ABOUT THIS EXERCISE:
Give back every record that follows, exactly as written.

SOURCE MATERIAL:

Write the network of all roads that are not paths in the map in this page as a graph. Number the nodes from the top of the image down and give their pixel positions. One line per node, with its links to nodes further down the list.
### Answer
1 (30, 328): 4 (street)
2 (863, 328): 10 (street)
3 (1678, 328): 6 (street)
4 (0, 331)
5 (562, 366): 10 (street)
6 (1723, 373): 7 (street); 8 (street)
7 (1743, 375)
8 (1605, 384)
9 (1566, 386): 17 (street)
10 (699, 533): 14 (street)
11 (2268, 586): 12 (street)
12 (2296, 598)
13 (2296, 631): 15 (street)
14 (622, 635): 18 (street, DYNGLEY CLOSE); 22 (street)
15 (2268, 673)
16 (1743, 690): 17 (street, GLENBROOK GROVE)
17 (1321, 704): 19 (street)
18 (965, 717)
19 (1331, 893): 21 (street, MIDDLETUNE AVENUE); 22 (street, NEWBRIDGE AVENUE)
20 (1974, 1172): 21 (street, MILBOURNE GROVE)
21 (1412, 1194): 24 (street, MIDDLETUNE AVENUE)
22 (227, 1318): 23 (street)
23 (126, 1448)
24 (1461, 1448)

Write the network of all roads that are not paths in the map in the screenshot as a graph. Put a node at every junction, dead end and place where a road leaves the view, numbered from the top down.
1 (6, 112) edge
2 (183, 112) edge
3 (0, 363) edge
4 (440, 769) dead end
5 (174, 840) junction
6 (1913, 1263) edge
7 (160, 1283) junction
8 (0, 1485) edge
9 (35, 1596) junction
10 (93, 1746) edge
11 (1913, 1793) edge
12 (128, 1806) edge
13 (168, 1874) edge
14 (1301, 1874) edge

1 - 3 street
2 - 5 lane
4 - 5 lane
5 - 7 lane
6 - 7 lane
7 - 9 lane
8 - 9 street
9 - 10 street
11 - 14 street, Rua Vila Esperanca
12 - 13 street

ANSWER TO THE PROBLEM:
Write the network of all roads that are not paths in the map in this page as a graph. Number the nodes from the top of the image down and give their pixel positions. One line per node, with its links to nodes further down the list.
### Answer
1 (30, 328): 4 (street)
2 (863, 328): 10 (street)
3 (1678, 328): 6 (street)
4 (0, 331)
5 (562, 366): 10 (street)
6 (1723, 373): 7 (street); 8 (street)
7 (1743, 375)
8 (1605, 384)
9 (1566, 386): 17 (street)
10 (699, 533): 14 (street)
11 (2268, 586): 12 (street)
12 (2296, 598)
13 (2296, 631): 15 (street)
14 (622, 635): 18 (street, DYNGLEY CLOSE); 22 (street)
15 (2268, 673)
16 (1743, 690): 17 (street, GLENBROOK GROVE)
17 (1321, 704): 19 (street)
18 (965, 717)
19 (1331, 893): 21 (street, MIDDLETUNE AVENUE); 22 (street, NEWBRIDGE AVENUE)
20 (1974, 1172): 21 (street, MILBOURNE GROVE)
21 (1412, 1194): 24 (street, MIDDLETUNE AVENUE)
22 (227, 1318): 23 (street)
23 (126, 1448)
24 (1461, 1448)

Write the network of all roads that are not paths in the map in the screenshot as a graph. Put a node at every junction, dead end and place where a road leaves the view, numbered from the top down.
1 (6, 112) edge
2 (183, 112) edge
3 (0, 363) edge
4 (440, 769) dead end
5 (174, 840) junction
6 (1913, 1263) edge
7 (160, 1283) junction
8 (0, 1485) edge
9 (35, 1596) junction
10 (93, 1746) edge
11 (1913, 1793) edge
12 (128, 1806) edge
13 (168, 1874) edge
14 (1301, 1874) edge

1 - 3 street
2 - 5 lane
4 - 5 lane
5 - 7 lane
6 - 7 lane
7 - 9 lane
8 - 9 street
9 - 10 street
11 - 14 street, Rua Vila Esperanca
12 - 13 street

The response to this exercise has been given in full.